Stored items
"""

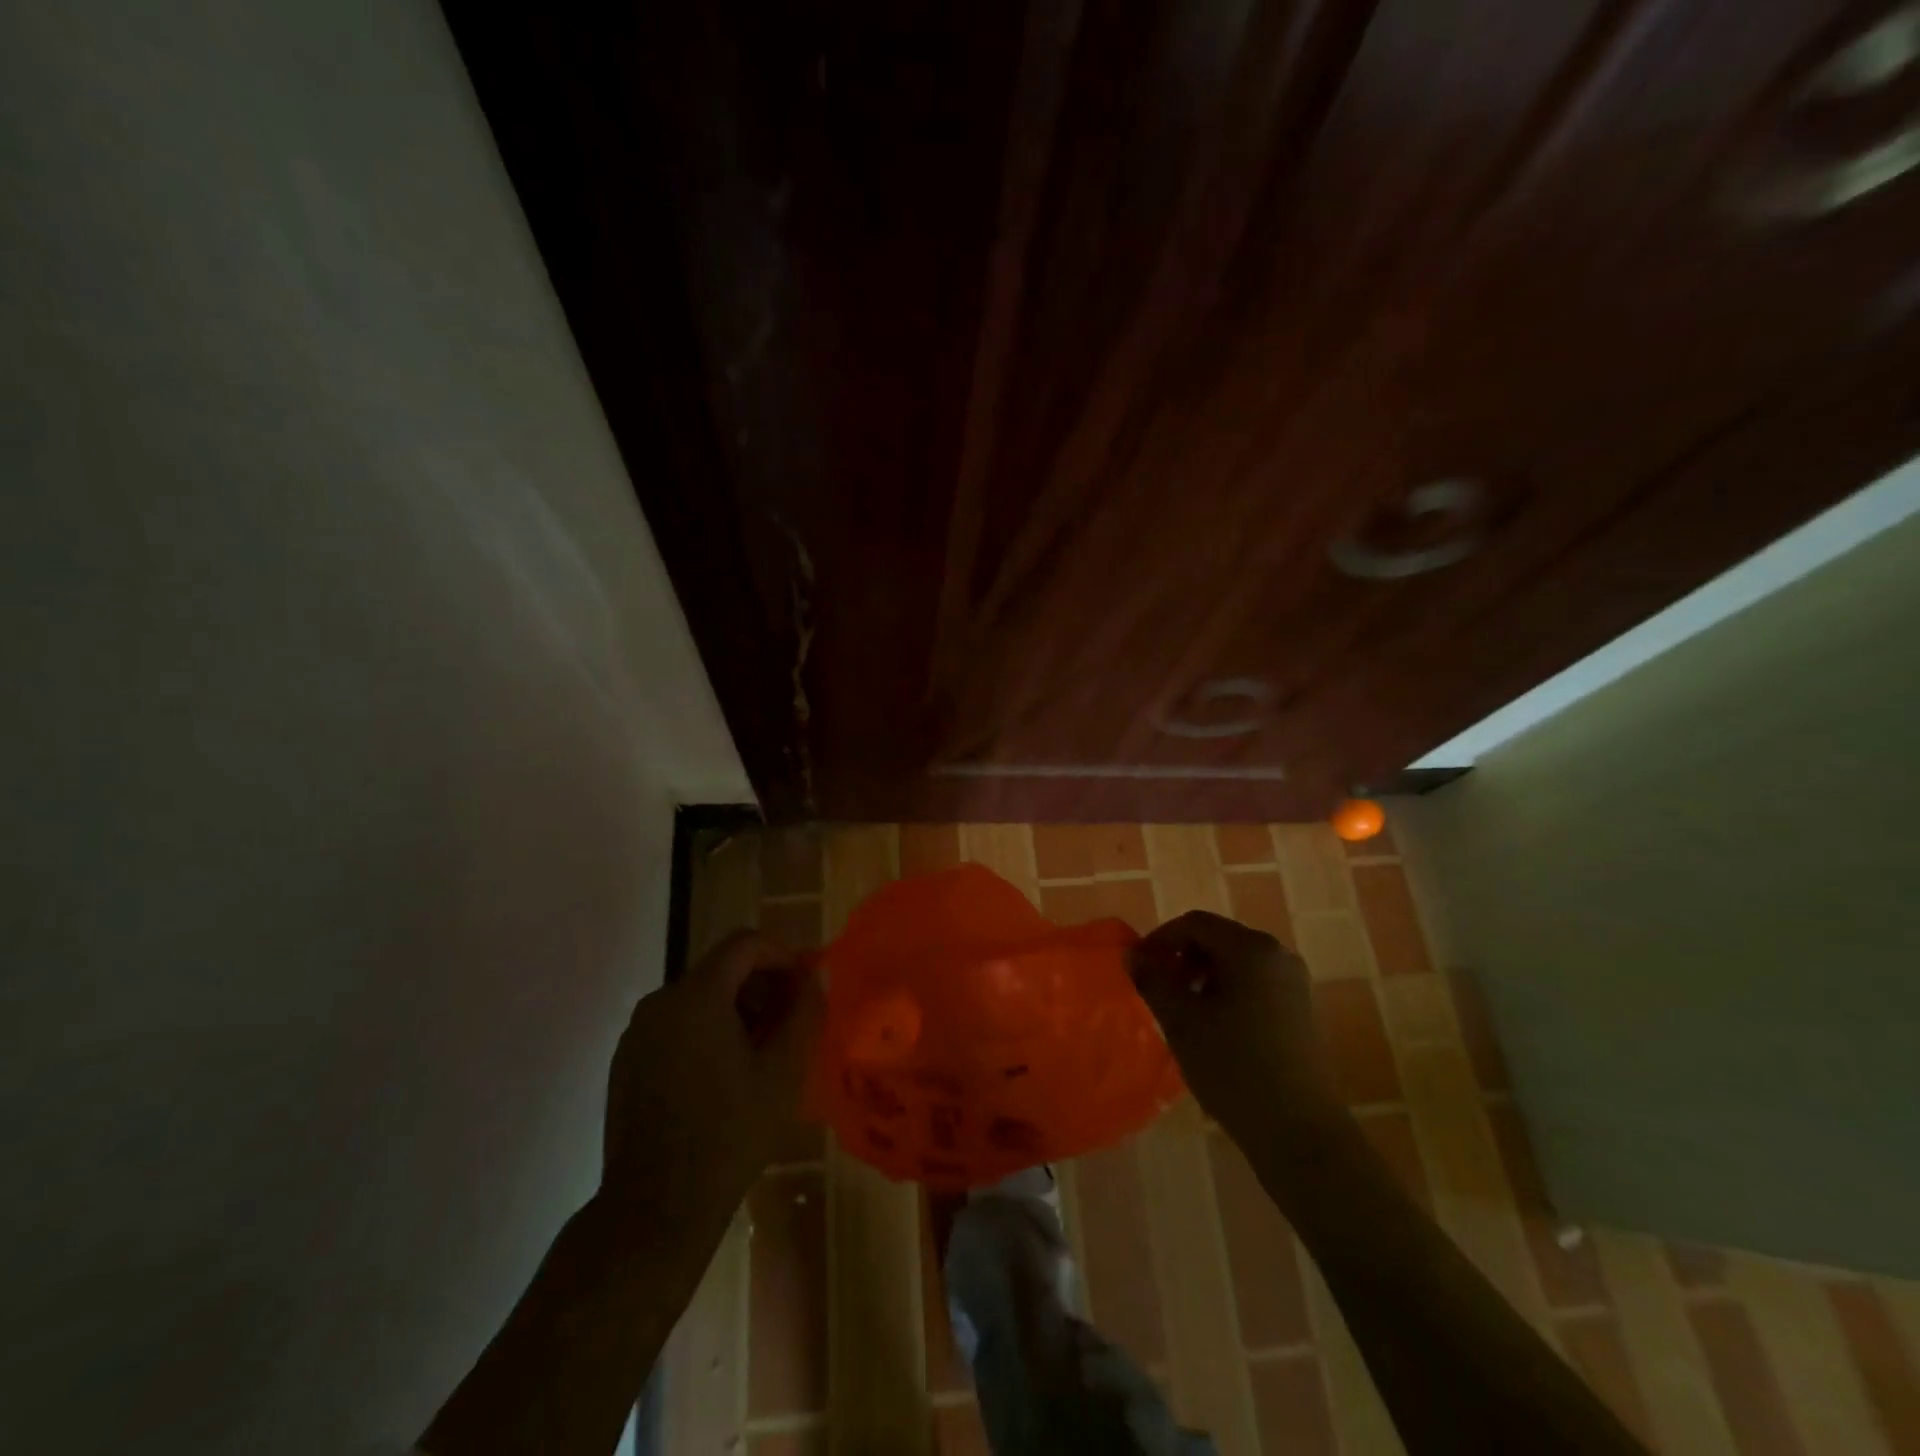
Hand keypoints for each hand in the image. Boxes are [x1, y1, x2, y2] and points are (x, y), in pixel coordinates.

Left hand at [603, 932, 824, 1222]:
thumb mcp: (784, 1071)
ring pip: (698, 998)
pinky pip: (675, 1026)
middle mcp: (660, 1001)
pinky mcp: (626, 1061)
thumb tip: (815, 972)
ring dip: (735, 1011)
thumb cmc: (729, 1133)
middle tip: (788, 1028)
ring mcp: (637, 1032)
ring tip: (759, 1057)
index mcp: (697, 995)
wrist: (655, 1208)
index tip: (804, 989)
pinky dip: (705, 1033)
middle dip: (761, 987)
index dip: (782, 956)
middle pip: (721, 969)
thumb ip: (805, 1010)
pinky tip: (721, 1079)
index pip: (745, 943)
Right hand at [1128, 911, 1340, 1139]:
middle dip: (1182, 958)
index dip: (1161, 939)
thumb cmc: (1234, 1067)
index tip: (1138, 967)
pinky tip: (1214, 1027)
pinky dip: (1227, 991)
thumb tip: (1132, 954)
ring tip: (1183, 1011)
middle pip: (1217, 939)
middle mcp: (1277, 954)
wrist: (1298, 1131)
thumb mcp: (1181, 1021)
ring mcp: (1294, 982)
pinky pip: (1254, 983)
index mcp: (1251, 948)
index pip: (1195, 924)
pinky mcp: (1300, 1009)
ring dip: (1202, 976)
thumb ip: (1153, 980)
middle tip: (1159, 990)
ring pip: (1236, 962)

"""

WHAT THE EXERCISE ASKS> Nothing but the lines from the one with "middle dip: (1182, 958)" through the final line of the data above should be output, exactly as written.

EXPECTED ANSWER>
middle dip: (1182, 958)
index dip: (1161, 939)
thumb cmc: (1234, 1067)
index tip: (1138, 967)
pinky tip: (1214, 1027)
pinky dip: (1227, 991)
thumb tip: (1132, 954)
ring tip: (1183, 1011)
middle pip: (1217, 939)
middle mcp: (1277, 954)
wrist: (1298, 1131)
thumb mcp: (1181, 1021)
ring mcp: (1294, 982)
pinky pip: (1254, 983)
index mcp: (1251, 948)
index pip: (1195, 924)
pinky mcp: (1300, 1009)
ring dip: (1202, 976)
thumb ip: (1153, 980)
middle tip: (1159, 990)
ring pip: (1236, 962)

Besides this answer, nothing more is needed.